Community Support – Creating a supportive environment where women and girls can access resources, networks and social support systems that help them achieve their goals. This could include programs that spotlight community mobilisation, awareness-raising campaigns or peer support groups, such as boys’ clubs and gender equality committees.


This project aims to achieve the following outcomes:

  • Improved empowerment of women and girls, including women/girls with disabilities from disadvantaged communities, asserting their equality of rights and dealing with dominant social norms that perpetuate gender inequality and gender-based violence.
  • Improved and equitable attainment of lower secondary education among women and girls, including women and girls with disabilities from disadvantaged communities.
  • Enhanced livelihood opportunities with sustainable climate resilient practices and improved incomes among women and girls, including women/girls with disabilities from disadvantaged communities.

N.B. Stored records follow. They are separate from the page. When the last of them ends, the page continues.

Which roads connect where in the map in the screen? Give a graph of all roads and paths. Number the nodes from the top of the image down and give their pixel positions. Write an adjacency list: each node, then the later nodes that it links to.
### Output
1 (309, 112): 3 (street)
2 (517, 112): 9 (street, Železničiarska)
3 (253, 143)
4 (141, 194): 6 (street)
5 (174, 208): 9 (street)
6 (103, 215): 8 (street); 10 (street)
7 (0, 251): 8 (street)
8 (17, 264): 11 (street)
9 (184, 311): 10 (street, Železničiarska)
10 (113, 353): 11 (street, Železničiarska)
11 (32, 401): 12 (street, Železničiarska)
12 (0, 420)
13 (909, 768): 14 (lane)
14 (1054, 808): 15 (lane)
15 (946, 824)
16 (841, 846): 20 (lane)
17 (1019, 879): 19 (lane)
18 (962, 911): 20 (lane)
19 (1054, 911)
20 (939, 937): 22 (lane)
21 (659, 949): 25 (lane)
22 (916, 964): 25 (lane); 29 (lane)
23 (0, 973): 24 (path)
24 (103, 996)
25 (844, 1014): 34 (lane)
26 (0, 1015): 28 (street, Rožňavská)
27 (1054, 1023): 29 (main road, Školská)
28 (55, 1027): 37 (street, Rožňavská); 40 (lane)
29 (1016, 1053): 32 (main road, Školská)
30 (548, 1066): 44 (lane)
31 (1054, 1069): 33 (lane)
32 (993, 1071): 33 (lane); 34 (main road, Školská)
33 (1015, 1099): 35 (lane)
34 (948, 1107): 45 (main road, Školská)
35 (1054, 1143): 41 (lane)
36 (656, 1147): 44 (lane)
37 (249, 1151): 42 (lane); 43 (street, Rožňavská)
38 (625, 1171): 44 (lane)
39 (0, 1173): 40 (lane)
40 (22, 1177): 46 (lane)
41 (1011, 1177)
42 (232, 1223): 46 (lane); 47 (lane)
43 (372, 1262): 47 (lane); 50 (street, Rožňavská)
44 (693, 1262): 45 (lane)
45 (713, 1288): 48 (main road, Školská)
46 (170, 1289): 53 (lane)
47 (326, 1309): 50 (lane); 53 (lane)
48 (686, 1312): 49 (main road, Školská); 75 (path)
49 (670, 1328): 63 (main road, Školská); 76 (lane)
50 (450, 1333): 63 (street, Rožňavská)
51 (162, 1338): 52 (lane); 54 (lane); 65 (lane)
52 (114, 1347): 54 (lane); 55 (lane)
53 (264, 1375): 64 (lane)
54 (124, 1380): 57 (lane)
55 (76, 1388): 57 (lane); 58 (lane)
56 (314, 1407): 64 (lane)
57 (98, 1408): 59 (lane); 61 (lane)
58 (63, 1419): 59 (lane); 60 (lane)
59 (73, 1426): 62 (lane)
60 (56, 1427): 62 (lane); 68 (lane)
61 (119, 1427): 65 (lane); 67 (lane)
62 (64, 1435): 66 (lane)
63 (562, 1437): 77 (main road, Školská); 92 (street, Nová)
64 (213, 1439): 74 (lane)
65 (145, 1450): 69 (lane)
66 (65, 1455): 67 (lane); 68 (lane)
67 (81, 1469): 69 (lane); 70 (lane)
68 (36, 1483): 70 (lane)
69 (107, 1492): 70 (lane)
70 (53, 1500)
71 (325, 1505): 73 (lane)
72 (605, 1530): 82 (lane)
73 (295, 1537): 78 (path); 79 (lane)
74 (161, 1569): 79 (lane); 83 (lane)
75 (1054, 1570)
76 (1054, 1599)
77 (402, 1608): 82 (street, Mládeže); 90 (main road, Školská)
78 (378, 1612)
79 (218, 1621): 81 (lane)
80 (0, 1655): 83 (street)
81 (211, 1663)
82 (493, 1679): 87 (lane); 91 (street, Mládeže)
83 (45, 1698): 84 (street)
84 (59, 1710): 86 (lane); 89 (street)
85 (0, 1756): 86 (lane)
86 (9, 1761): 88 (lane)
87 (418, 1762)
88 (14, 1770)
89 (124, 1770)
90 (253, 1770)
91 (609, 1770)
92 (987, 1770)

The EWG project will directly reach 75,000 women and girls, while building the capacity of 20,000 men and boys. Using a context-specific and holistic approach, with coordinated interventions operating at the individual, household, community and societal levels, the project will also engage government officials, community leaders, women’s rights and civil society organisations, financial institutions and employers to create a safe an enabling environment for the successful implementation and the sustainability of the project. In total, 400,000 community members will be reached through public campaigns.

Guiding Principles

A combination of three multi-layered, critical, gender-focused and intersectional frameworks will be used parallelly to guide the project work and better understand the unique challenges faced by women and girls:

  • Gender Equality Analysis Framework – to understand the context in which women and girls and men and boys exist and how programs and policies can better address the realities of both groups to create gender parity.
  • Climate and Gender Analysis Framework – climate change acts as a ‘threat multiplier’, meaning for women and girls who already experience vulnerability in economic empowerment, political protection and social empowerment, climate change and climate-related disasters can enhance these vulnerabilities.
  • Persons with Disability and Gender Analysis Framework – The disability-inclusive development (DID) lens puts an emphasis on how persons with disabilities must be recognised as rights-holding, equal members of society who must be actively engaged in the development process irrespective of their impairment or other factors such as race, age, ethnicity or gender.